Records supplied START

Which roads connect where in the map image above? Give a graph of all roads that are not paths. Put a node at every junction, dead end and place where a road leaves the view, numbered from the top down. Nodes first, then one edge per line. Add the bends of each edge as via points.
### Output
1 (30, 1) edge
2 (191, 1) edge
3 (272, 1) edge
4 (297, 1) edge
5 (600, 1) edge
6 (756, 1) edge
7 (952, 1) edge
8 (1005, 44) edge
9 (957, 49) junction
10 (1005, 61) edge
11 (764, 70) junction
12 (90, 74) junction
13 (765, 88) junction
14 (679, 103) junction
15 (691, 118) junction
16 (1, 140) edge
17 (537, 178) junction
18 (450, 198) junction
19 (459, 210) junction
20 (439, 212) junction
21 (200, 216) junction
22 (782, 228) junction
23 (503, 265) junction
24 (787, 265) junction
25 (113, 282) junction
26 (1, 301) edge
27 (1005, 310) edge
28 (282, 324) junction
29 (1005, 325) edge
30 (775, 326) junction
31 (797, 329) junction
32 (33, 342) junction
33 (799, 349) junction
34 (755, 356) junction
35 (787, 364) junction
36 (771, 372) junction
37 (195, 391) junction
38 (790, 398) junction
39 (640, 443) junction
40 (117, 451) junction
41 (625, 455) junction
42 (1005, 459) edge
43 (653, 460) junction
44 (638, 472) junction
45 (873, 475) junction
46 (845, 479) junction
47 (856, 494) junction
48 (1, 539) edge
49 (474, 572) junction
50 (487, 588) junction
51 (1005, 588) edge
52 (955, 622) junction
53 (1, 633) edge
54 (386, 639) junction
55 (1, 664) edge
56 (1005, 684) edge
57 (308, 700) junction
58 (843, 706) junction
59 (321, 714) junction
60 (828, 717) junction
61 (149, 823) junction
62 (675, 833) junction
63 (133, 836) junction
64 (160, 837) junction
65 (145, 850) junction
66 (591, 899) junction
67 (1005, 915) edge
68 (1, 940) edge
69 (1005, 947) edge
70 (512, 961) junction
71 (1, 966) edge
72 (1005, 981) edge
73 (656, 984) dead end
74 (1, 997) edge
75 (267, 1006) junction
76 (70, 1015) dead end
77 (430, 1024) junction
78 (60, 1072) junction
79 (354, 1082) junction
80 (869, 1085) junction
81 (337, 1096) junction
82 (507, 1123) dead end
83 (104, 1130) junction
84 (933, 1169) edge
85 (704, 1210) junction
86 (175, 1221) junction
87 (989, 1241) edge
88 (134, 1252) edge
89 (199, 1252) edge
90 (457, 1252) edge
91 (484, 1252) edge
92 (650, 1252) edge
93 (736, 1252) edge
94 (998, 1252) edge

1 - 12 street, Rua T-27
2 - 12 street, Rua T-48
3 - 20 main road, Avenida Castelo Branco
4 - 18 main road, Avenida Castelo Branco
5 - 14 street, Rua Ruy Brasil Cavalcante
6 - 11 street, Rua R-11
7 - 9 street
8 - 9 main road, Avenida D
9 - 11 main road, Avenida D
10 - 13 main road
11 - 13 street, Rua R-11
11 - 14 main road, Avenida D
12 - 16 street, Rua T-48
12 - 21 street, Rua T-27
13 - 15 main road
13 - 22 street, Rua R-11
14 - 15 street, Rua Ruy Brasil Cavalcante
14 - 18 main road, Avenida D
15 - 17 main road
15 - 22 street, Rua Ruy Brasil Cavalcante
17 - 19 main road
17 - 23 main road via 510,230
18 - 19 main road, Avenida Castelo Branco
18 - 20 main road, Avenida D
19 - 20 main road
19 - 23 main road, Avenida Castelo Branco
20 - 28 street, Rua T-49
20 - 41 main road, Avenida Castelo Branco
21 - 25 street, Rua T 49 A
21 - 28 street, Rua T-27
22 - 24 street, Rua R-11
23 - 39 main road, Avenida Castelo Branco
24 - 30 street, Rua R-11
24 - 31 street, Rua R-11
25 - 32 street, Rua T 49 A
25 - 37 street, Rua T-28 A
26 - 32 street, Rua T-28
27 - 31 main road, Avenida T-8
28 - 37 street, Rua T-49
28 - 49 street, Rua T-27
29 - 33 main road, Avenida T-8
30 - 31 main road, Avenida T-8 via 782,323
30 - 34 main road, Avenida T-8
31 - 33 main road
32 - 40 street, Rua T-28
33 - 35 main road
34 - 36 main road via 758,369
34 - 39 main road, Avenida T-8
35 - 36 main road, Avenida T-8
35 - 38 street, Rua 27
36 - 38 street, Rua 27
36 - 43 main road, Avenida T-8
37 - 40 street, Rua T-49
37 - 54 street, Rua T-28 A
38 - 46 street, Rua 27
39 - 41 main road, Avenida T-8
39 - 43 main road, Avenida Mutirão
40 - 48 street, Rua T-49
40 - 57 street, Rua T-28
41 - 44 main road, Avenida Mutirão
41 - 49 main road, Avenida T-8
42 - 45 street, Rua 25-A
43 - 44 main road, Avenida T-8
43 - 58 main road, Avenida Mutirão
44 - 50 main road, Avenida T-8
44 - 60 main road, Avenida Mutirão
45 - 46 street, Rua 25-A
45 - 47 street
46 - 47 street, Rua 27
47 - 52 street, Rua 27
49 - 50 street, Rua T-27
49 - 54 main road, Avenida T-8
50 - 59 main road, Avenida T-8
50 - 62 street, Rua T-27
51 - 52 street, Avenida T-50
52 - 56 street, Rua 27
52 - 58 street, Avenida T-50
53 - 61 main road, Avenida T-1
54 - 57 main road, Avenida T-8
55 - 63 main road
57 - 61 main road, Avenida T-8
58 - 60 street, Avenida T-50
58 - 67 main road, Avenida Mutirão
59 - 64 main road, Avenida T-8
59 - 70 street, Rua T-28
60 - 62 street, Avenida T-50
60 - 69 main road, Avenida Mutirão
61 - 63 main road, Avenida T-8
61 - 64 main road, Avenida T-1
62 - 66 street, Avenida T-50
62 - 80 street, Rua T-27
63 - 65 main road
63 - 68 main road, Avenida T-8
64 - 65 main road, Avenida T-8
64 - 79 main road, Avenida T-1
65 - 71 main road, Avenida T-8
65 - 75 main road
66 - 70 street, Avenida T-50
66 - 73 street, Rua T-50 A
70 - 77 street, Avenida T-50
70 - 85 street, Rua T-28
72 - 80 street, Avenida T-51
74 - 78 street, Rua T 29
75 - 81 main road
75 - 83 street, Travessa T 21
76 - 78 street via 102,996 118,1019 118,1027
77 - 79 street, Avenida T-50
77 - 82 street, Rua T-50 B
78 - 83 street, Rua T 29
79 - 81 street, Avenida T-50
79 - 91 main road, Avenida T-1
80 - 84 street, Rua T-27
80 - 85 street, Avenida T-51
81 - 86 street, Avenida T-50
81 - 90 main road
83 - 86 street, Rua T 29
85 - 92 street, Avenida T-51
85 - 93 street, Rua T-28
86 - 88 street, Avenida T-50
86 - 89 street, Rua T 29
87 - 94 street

Records supplied END
Records supplied START

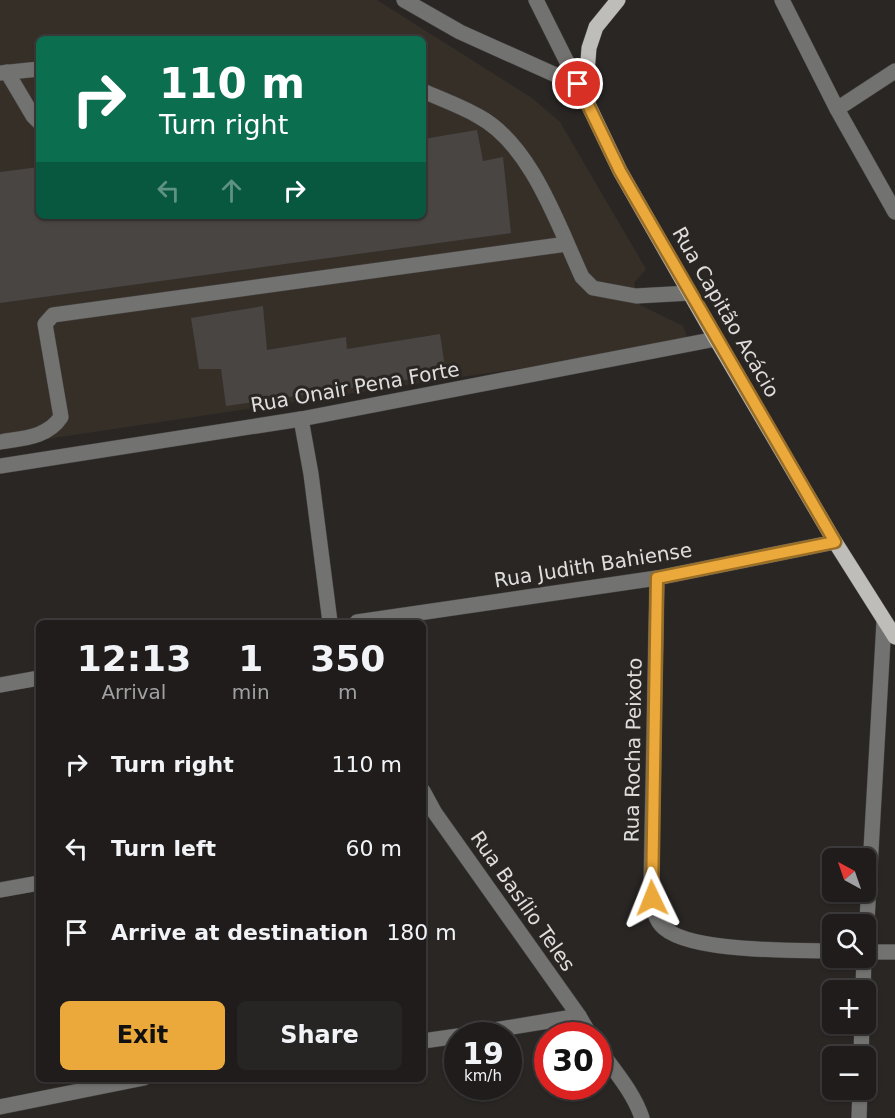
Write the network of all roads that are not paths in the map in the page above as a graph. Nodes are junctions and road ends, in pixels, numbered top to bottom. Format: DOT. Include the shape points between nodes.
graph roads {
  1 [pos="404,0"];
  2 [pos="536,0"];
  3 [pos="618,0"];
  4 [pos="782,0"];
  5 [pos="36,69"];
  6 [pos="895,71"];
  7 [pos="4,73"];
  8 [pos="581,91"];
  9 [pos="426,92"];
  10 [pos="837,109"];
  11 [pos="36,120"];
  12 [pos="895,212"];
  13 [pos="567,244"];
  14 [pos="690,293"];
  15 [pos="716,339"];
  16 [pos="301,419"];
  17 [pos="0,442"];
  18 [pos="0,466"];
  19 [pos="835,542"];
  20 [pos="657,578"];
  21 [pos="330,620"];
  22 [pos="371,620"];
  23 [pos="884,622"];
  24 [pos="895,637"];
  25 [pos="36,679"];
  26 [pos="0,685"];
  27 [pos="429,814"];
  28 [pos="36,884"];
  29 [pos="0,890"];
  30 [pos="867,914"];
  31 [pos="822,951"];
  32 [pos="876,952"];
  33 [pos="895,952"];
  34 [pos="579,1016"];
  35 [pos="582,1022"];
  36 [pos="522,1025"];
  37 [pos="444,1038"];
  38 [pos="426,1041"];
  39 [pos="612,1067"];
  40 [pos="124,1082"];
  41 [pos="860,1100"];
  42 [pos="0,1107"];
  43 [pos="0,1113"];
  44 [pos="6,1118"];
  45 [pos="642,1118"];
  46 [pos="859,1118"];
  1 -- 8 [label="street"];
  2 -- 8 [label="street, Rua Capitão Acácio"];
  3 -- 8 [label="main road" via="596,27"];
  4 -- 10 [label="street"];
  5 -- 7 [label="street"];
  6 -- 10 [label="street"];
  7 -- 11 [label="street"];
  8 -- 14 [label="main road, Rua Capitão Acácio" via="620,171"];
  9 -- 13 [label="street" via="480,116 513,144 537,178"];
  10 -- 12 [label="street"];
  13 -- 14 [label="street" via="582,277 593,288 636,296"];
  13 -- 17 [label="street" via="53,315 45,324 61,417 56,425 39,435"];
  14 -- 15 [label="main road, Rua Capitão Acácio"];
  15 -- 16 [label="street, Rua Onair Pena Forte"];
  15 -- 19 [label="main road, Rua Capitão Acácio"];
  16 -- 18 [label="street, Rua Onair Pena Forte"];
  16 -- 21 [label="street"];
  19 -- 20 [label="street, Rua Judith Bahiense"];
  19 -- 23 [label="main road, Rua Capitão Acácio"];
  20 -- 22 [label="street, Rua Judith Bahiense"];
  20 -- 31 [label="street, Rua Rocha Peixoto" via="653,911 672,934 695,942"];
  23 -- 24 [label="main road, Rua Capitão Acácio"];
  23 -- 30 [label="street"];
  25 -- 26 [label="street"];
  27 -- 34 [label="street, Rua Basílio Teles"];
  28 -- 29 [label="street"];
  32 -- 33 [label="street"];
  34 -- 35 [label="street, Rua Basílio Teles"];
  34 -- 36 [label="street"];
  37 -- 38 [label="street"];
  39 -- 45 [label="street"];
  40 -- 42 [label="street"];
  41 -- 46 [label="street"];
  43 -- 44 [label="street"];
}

Records supplied END
Records supplied START

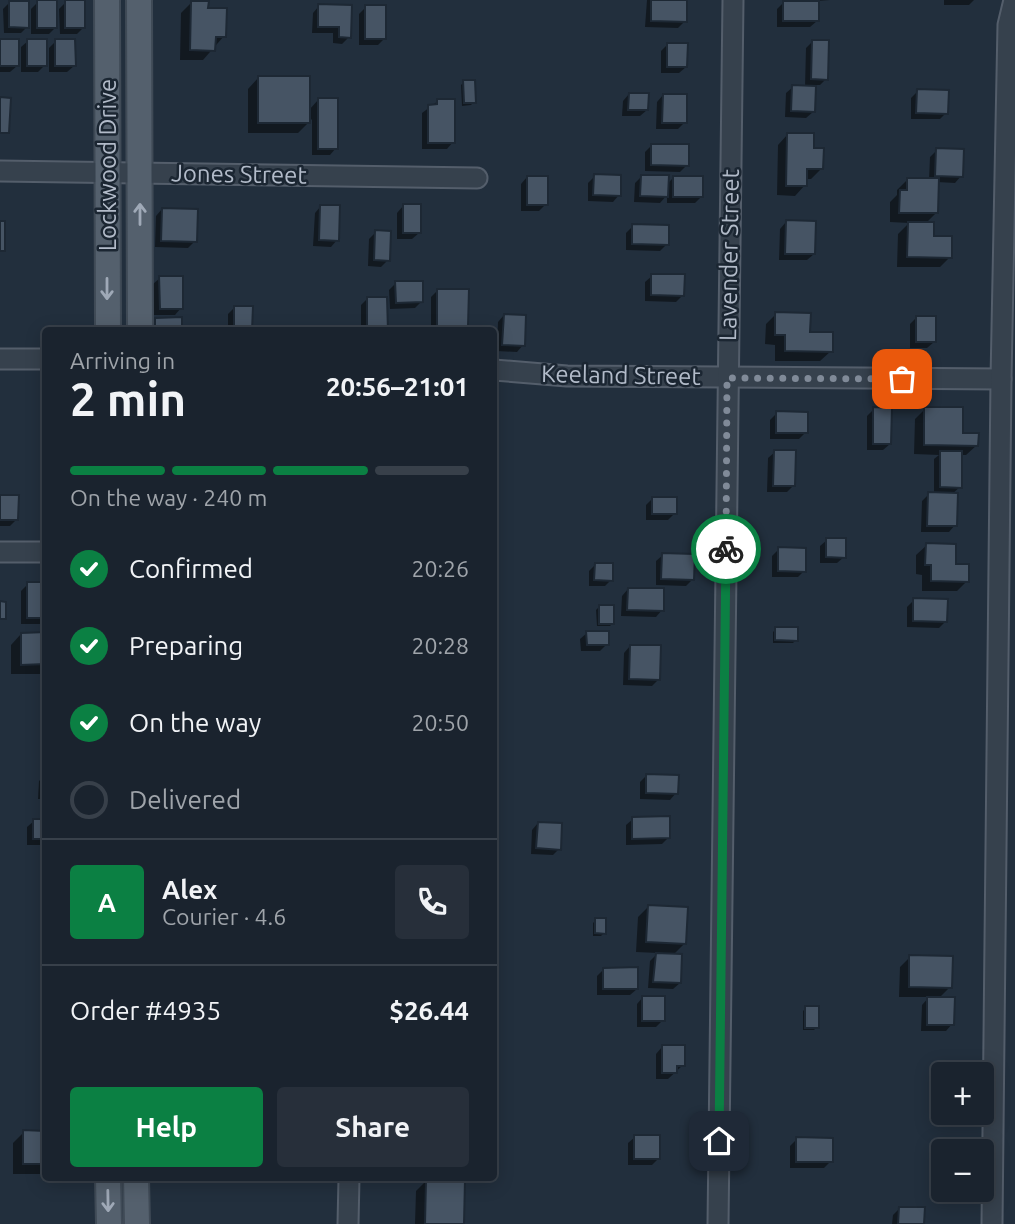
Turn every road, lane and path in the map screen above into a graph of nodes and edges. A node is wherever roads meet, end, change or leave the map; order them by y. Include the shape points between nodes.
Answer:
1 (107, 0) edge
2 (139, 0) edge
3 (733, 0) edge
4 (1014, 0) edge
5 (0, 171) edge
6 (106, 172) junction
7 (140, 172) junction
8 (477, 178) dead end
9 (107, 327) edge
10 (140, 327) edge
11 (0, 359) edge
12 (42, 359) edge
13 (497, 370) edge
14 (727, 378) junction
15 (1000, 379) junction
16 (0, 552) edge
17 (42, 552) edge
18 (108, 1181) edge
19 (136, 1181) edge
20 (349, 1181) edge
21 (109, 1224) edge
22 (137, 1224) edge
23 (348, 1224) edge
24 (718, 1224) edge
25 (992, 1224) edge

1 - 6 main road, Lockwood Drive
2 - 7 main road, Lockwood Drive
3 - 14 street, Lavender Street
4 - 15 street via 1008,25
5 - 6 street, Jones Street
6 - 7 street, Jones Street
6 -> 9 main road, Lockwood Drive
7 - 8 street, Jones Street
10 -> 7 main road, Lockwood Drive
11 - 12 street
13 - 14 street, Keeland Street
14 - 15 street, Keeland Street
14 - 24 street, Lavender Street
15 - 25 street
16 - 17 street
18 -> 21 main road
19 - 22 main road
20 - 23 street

Records supplied END

## Problem description
The word "every" appears in how many lines of the records? Give the number only.

## Task result
2